### PROBLEM DETAILS:
Whenever a line contains the string "dead", copy it out of the entries.

### MATERIAL SHOWN:

◇ ◇ ◇ ◇

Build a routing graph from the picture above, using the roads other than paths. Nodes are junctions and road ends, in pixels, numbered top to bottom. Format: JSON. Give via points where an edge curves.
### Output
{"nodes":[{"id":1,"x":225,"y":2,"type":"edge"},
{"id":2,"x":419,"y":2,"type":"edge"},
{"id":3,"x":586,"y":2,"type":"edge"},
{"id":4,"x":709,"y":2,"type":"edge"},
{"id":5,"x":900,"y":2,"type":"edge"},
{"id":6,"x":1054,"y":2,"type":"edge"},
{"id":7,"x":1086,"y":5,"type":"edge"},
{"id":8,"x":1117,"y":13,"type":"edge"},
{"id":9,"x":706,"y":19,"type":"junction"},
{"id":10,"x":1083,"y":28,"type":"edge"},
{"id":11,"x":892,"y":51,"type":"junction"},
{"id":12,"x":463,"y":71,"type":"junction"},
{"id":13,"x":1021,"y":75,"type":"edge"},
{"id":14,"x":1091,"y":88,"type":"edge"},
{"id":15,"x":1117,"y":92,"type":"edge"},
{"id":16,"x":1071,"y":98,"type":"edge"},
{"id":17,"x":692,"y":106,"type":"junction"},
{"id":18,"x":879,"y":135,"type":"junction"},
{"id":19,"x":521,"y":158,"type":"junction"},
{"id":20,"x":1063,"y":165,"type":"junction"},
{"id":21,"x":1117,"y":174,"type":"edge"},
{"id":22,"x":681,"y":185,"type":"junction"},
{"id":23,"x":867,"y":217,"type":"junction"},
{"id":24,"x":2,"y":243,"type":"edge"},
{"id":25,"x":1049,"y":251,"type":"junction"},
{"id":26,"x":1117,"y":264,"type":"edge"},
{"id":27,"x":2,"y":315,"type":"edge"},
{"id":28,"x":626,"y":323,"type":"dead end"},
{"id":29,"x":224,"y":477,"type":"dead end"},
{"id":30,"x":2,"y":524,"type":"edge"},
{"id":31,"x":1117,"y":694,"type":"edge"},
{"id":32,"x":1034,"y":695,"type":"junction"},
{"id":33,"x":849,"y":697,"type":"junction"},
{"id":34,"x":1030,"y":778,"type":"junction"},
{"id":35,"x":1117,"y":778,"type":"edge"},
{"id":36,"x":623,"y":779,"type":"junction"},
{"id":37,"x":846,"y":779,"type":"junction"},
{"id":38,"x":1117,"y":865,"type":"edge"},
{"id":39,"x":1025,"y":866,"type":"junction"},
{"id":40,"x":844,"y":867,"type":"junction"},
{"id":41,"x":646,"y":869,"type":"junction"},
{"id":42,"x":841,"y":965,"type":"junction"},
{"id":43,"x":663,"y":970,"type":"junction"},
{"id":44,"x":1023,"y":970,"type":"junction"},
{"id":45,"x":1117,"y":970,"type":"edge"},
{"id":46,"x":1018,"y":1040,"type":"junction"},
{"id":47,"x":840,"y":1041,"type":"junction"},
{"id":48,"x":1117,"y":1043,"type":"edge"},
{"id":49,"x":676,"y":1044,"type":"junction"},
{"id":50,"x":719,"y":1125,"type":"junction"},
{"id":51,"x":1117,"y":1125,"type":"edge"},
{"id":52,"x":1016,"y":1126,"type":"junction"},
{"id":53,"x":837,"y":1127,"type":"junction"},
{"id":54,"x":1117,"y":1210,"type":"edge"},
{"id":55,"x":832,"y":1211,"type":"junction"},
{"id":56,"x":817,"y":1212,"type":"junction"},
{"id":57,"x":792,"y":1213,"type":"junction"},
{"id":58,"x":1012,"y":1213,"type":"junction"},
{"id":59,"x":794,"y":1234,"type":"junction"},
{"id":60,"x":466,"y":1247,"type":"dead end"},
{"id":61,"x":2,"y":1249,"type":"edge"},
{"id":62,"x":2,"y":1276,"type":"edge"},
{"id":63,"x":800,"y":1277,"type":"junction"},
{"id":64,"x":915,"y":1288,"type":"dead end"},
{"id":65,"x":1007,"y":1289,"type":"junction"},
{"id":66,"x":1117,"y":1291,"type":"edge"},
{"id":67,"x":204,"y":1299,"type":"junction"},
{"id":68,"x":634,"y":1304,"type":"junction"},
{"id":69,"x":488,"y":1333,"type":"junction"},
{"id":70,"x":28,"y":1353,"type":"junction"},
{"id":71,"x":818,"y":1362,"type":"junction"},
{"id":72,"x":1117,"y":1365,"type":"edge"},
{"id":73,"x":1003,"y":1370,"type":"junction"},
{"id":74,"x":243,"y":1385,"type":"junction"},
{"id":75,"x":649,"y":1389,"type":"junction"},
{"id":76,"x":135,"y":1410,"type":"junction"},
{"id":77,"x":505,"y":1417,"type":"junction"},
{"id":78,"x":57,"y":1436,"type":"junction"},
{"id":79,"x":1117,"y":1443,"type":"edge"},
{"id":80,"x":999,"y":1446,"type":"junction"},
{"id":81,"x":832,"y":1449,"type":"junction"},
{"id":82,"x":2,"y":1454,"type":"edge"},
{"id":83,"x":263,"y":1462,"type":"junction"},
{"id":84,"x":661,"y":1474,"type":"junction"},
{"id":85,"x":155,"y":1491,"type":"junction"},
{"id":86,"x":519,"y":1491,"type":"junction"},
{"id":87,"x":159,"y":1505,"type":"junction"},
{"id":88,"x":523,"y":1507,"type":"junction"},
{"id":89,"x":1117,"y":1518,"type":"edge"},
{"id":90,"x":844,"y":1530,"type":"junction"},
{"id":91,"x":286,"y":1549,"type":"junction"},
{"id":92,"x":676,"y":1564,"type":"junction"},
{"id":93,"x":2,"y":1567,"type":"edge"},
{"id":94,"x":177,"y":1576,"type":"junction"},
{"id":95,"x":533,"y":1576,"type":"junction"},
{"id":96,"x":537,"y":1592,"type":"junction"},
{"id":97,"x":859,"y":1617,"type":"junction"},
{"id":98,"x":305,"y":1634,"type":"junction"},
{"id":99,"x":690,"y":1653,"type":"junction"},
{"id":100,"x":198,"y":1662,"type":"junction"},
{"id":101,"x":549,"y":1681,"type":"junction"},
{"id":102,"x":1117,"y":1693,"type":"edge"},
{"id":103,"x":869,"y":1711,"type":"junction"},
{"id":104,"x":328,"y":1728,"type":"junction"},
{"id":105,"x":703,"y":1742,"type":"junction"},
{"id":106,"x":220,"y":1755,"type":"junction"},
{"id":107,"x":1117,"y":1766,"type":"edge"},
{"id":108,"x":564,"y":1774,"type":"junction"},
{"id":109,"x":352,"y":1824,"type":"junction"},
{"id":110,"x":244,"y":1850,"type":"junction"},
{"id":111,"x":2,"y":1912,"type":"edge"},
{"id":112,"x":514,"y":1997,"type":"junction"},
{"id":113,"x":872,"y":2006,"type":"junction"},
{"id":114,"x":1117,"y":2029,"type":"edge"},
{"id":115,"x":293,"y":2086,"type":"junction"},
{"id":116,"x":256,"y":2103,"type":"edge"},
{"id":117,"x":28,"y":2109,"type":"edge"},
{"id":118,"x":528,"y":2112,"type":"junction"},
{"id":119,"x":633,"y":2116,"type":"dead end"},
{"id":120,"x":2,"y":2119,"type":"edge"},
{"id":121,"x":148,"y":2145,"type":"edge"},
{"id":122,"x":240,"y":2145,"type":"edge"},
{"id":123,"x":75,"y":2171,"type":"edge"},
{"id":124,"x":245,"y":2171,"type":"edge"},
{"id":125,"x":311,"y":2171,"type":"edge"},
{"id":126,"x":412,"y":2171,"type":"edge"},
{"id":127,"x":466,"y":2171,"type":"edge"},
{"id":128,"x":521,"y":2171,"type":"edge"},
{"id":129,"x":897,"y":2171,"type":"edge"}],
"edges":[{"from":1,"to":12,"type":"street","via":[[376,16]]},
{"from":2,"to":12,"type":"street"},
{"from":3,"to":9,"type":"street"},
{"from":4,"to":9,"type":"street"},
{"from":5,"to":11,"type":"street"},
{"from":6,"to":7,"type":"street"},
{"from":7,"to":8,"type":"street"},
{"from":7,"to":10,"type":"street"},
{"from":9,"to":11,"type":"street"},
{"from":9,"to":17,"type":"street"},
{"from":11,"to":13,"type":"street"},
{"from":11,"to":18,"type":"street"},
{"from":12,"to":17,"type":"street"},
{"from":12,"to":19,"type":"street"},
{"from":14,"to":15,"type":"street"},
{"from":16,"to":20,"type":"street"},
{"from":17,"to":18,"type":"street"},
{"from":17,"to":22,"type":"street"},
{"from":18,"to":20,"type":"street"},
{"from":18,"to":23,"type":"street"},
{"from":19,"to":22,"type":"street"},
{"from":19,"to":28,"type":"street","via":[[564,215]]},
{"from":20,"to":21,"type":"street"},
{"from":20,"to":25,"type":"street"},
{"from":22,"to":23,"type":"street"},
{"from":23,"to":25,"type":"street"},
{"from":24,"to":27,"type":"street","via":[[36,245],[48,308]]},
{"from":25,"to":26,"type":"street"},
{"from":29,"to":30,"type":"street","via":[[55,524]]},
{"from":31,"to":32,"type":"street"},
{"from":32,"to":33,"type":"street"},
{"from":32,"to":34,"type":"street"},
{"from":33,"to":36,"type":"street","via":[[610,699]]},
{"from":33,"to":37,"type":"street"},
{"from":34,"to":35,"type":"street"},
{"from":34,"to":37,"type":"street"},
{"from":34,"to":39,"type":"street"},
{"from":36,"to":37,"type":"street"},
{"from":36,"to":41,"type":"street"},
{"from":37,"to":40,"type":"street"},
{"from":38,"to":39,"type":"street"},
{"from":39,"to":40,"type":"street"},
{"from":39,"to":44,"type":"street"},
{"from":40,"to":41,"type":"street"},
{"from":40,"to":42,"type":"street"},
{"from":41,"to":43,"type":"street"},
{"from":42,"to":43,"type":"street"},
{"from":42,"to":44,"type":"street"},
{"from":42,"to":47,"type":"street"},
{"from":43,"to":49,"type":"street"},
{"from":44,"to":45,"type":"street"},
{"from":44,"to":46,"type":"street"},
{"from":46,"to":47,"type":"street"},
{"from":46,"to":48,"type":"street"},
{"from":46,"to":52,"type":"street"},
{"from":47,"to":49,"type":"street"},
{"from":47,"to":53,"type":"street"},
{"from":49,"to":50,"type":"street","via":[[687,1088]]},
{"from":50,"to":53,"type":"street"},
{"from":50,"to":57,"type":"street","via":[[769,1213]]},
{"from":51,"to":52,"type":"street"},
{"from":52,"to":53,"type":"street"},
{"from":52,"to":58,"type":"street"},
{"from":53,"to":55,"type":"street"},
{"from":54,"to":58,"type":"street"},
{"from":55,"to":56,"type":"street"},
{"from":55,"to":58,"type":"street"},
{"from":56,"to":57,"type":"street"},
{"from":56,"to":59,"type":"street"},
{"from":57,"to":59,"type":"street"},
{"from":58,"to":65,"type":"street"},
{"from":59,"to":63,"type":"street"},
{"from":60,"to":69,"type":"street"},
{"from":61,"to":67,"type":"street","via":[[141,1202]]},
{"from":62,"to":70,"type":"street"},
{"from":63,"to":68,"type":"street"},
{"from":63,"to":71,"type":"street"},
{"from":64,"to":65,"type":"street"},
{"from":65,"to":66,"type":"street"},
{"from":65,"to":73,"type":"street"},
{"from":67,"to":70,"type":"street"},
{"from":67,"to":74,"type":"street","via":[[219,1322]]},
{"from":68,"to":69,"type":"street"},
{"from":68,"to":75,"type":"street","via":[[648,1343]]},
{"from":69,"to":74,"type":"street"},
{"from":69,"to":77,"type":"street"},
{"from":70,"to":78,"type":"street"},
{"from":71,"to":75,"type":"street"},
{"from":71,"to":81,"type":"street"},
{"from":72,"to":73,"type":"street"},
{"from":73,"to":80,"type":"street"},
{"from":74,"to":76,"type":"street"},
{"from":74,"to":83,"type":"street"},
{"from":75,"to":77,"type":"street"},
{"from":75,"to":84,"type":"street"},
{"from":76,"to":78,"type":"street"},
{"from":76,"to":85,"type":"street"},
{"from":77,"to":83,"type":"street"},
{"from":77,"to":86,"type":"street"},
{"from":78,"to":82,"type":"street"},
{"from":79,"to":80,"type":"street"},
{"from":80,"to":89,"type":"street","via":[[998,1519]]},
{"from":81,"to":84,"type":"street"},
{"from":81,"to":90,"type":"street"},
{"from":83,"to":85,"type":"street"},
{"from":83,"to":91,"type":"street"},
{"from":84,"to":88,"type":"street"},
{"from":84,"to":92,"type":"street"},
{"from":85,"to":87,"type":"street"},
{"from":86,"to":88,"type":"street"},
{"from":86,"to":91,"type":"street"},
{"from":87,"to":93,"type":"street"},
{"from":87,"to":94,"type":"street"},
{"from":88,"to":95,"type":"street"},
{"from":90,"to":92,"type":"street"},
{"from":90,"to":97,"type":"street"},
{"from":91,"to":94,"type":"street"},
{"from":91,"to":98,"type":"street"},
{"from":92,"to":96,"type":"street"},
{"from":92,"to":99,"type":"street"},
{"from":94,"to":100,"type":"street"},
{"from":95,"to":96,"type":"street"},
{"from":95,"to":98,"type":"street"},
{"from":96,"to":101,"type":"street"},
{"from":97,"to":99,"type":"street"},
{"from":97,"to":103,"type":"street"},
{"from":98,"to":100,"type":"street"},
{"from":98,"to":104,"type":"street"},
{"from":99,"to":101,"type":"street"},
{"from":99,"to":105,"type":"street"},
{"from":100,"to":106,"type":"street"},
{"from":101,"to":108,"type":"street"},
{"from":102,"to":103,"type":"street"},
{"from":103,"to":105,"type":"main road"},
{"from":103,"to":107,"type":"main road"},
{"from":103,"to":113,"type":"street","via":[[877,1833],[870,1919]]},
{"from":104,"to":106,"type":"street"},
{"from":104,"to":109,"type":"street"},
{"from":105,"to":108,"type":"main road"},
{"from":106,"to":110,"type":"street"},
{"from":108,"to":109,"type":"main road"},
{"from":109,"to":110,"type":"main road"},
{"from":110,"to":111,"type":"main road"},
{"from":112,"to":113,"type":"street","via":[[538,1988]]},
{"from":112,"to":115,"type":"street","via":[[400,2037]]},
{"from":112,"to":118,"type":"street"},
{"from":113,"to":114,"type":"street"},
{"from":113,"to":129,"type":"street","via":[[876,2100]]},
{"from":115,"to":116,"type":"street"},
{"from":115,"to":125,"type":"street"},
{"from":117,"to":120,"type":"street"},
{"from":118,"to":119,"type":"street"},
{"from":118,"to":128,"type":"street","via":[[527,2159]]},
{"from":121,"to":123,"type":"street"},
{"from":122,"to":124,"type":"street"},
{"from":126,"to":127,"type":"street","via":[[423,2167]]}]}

◇ ◇ ◇ ◇

### ANSWER SECTION:
{"id":28,"x":626,"y":323,"type":"dead end"},
{"id":29,"x":224,"y":477,"type":"dead end"},
{"id":60,"x":466,"y":1247,"type":"dead end"},
{"id":64,"x":915,"y":1288,"type":"dead end"},
{"id":119,"x":633,"y":2116,"type":"dead end"},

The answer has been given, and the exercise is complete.